#### Problem requirements
Copy each line of the material below that includes the string "roads".

#### Data for this task
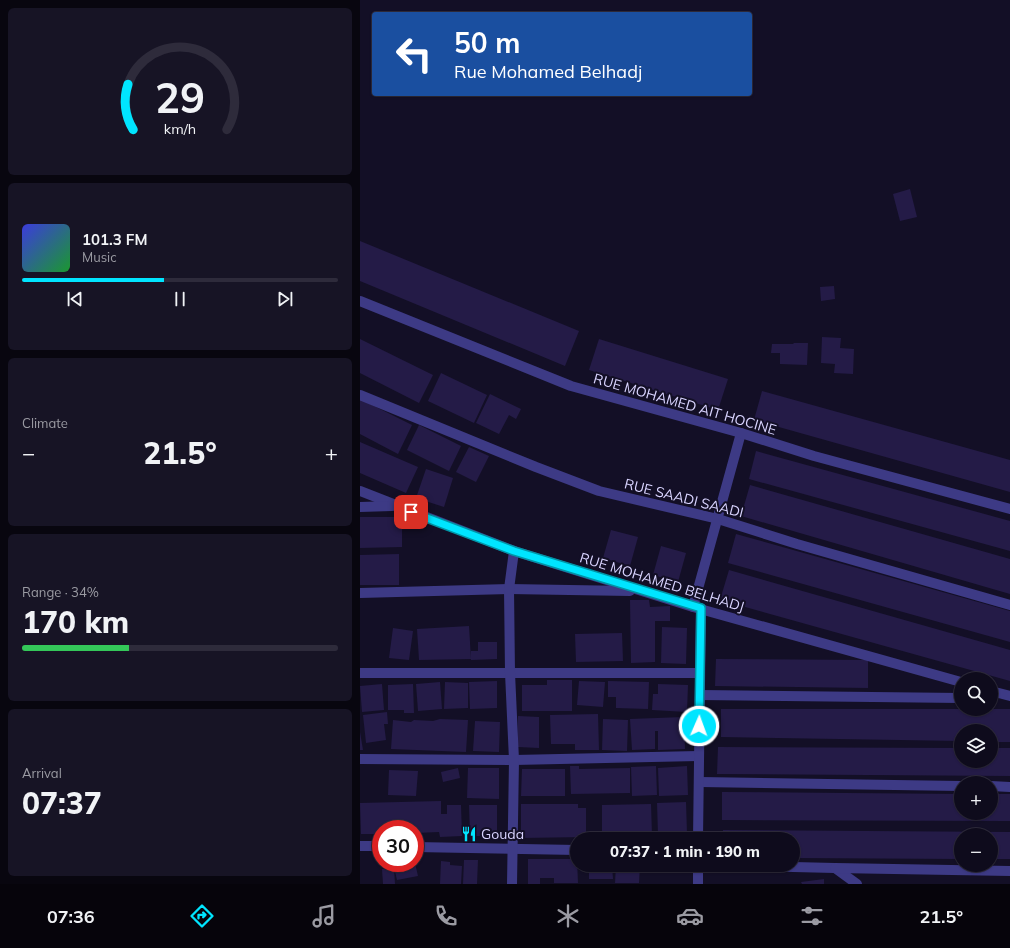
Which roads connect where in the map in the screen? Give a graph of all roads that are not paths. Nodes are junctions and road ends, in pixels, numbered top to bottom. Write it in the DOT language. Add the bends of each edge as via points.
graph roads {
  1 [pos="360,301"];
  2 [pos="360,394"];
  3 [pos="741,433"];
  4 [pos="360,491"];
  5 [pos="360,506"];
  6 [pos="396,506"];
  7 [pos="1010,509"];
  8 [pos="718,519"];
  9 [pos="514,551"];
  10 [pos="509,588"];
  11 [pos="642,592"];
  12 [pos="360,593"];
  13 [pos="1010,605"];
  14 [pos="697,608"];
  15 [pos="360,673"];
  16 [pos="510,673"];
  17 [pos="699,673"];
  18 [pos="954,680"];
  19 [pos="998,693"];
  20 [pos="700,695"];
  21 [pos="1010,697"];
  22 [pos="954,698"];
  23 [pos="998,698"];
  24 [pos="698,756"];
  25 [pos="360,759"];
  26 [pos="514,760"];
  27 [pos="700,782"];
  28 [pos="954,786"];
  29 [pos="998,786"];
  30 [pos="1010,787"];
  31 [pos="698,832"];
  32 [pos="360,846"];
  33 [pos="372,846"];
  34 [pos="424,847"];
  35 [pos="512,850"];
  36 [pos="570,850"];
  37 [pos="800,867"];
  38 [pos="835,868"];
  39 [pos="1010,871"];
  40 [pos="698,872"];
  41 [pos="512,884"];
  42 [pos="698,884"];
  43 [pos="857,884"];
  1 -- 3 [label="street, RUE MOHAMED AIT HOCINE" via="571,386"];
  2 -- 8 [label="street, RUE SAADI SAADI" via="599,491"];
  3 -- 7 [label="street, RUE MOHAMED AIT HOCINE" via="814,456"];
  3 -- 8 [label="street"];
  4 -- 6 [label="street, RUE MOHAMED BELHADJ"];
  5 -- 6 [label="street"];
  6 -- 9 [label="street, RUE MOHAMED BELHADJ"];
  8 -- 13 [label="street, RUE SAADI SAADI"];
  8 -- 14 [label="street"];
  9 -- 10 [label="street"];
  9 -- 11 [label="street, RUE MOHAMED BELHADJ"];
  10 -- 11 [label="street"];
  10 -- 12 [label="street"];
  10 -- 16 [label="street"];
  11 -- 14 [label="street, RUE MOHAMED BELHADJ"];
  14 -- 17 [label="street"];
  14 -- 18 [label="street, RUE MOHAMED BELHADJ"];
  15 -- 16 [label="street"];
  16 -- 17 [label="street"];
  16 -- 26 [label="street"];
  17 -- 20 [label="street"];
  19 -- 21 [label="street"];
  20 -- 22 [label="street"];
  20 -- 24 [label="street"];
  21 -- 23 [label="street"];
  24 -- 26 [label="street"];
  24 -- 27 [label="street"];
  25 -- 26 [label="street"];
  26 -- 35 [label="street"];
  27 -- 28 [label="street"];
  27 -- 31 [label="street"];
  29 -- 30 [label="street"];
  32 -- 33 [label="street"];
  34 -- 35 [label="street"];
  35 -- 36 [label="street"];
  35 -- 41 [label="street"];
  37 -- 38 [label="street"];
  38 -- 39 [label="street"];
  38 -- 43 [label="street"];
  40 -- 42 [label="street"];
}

#### Result for this exercise
Which roads connect where in the map in the screen? Give a graph of all roads that are not paths. Nodes are junctions and road ends, in pixels, numbered top to bottom. Write it in the DOT language. Add the bends of each edge as via points.
graph roads {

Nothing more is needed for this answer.